When you buy a vehicle, oftentimes you have no idea how long you are going to keep it. You hope it will last for a long time, but your needs may change and your maintenance costs may dictate a shorter, rather than longer, holding period. Further, it is quite difficult to predict its value when you do decide to sell it. Especially since you have no idea when, or under what circumstances, you may be selling it.
There is an element of risk when anyone attempts to predict the future value of a vehicle. Changes in the marketplace, the condition of the vehicle, the need for a quick liquidation all come into play. These factors are of no less concern to a leasing company.
There are essentially two (2) types of leases: closed and open. It is vital to understand the difference between the two, since the ramifications are quite different. It all boils down to one simple concept: who shall bear the risk of the vehicle's value at the end of the lease?

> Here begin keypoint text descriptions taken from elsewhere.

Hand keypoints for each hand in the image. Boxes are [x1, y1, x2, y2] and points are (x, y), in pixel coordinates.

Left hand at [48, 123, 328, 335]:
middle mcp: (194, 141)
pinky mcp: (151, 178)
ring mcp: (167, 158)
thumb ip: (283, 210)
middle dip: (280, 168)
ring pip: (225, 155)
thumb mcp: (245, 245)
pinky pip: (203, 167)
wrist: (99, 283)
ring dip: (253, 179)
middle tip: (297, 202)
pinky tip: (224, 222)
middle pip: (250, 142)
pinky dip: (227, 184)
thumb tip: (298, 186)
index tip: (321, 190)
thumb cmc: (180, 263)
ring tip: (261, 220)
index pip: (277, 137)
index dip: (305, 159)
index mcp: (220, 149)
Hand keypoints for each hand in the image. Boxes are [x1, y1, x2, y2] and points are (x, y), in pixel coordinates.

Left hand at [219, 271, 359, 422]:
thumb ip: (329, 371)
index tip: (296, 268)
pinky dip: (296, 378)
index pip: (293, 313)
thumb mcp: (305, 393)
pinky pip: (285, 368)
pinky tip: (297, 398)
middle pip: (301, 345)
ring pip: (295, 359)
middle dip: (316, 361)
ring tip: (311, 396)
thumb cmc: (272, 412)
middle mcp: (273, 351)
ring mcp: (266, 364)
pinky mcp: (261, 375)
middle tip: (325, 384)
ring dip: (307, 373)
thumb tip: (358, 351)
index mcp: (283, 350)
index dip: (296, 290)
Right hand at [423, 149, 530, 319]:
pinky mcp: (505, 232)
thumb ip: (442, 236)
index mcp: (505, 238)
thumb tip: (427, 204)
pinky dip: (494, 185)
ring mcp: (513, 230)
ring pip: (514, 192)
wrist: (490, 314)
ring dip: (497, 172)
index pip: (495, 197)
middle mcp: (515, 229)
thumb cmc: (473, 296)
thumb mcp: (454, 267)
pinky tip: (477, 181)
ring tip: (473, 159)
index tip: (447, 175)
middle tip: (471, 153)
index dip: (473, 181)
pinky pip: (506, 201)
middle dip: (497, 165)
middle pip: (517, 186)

With a closedend lease, it is the leasing company. With an openend lease, it is the consumer.
Many consumers prefer a lease to a purchase because they do not have to endure the financial uncertainty and inconvenience of getting rid of their vehicles.
When it comes to estimating the future value of a vehicle there is no certainty. However, the closest thing to a guaranteed value is a closed end lease with a purchase option. There is such a creature, but not every leasing company is willing to offer this. Most lenders believe that since they must assume the risk of loss on the sale of a vehicle leased under a closed end arrangement, if the vehicle's value at the end of the term exceeds the residual, they are entitled to make the profit.
Openend leases are generally commercial and not a good idea for consumers. If you really want to have the option to buy your vehicle at the end of a lease, find a leasing company that offers a closedend lease with an option to buy.
Nevertheless, if you really want to own your vehicle at the cheapest price, the lease might not be a good option for you. Because you pay either a small down payment or none at all and monthly lease payments are generally lower, you build little equity during the lease term. Therefore, if you choose to purchase the vehicle at the end of the lease, oftentimes you will find yourself paying at least twentyfive percent (25%) more than if you simply financed the car under a traditional purchase agreement.